# Action item
Please copy each line of the data that includes the string "above".

# Data extracts
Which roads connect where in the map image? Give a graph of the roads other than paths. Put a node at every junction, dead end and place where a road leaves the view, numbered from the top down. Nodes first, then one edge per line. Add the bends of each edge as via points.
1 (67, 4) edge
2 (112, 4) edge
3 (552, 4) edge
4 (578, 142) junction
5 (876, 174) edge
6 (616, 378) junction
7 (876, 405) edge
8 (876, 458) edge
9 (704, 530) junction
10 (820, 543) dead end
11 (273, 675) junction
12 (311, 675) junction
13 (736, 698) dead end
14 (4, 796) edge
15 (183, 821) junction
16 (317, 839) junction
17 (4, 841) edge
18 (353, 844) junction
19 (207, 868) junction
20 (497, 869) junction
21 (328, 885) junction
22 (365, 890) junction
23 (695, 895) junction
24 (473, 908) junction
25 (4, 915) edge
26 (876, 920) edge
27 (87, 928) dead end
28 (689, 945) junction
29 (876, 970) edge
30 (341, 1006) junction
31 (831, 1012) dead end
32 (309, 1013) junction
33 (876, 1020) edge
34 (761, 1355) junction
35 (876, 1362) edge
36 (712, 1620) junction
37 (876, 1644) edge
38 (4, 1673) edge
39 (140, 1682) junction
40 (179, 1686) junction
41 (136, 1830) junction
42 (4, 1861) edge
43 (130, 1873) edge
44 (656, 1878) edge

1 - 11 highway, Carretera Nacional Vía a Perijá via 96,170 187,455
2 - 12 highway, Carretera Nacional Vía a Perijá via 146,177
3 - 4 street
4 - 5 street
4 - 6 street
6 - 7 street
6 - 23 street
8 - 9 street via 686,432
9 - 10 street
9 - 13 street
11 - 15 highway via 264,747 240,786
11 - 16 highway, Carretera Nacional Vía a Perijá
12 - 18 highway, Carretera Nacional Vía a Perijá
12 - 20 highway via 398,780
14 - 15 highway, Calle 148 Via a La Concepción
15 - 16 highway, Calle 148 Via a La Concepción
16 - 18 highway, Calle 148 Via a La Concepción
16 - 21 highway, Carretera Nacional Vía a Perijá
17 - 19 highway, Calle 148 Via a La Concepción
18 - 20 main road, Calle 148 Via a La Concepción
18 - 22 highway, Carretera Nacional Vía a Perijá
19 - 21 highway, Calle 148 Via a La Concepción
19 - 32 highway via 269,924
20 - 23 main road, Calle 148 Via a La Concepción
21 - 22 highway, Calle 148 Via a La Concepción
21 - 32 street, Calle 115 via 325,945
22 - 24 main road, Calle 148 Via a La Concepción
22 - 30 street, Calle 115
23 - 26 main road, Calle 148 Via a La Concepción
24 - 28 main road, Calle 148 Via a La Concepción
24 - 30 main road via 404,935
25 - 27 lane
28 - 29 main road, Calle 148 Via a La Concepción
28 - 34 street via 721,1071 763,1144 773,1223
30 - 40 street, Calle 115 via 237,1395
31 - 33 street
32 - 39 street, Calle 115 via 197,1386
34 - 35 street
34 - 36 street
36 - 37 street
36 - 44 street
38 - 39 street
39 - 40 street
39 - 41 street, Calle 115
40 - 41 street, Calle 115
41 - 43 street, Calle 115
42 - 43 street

==

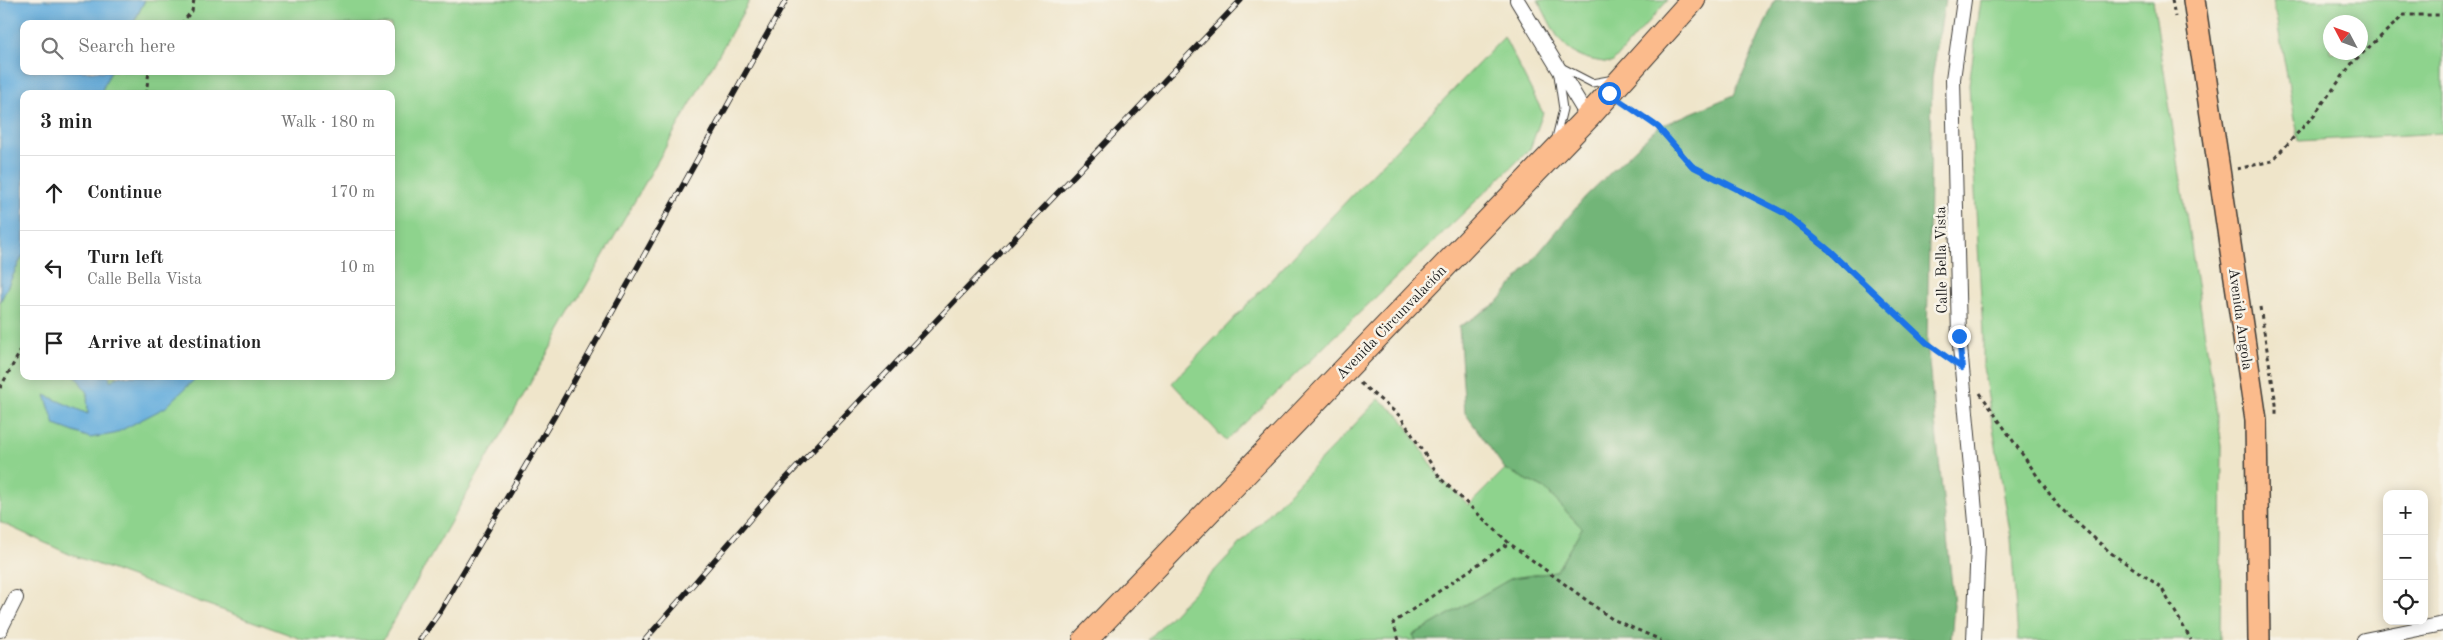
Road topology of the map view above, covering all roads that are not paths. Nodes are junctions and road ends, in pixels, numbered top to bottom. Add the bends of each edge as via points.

==

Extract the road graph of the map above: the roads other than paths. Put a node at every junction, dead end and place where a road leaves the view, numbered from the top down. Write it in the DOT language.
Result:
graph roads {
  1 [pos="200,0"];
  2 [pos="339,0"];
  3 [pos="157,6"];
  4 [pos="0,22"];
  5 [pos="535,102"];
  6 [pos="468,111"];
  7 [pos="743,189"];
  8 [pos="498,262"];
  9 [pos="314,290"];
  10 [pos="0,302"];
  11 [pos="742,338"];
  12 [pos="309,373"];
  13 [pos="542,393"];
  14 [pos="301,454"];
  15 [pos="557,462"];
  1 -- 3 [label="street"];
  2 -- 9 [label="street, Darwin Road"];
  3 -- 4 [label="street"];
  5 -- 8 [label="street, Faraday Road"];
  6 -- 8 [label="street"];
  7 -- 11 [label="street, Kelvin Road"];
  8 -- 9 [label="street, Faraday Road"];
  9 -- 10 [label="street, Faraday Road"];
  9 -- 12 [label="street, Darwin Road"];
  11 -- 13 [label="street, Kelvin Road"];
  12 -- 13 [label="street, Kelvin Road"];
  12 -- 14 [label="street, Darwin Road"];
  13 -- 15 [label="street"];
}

# Response
Road topology of the map view above, covering all roads that are not paths. Nodes are junctions and road ends, in pixels, numbered top to bottom. Add the bends of each edge as via points.
Extract the road graph of the map above: the roads other than paths. Put a node at every junction, dead end and place where a road leaves the view, numbered from the top down. Write it in the DOT language.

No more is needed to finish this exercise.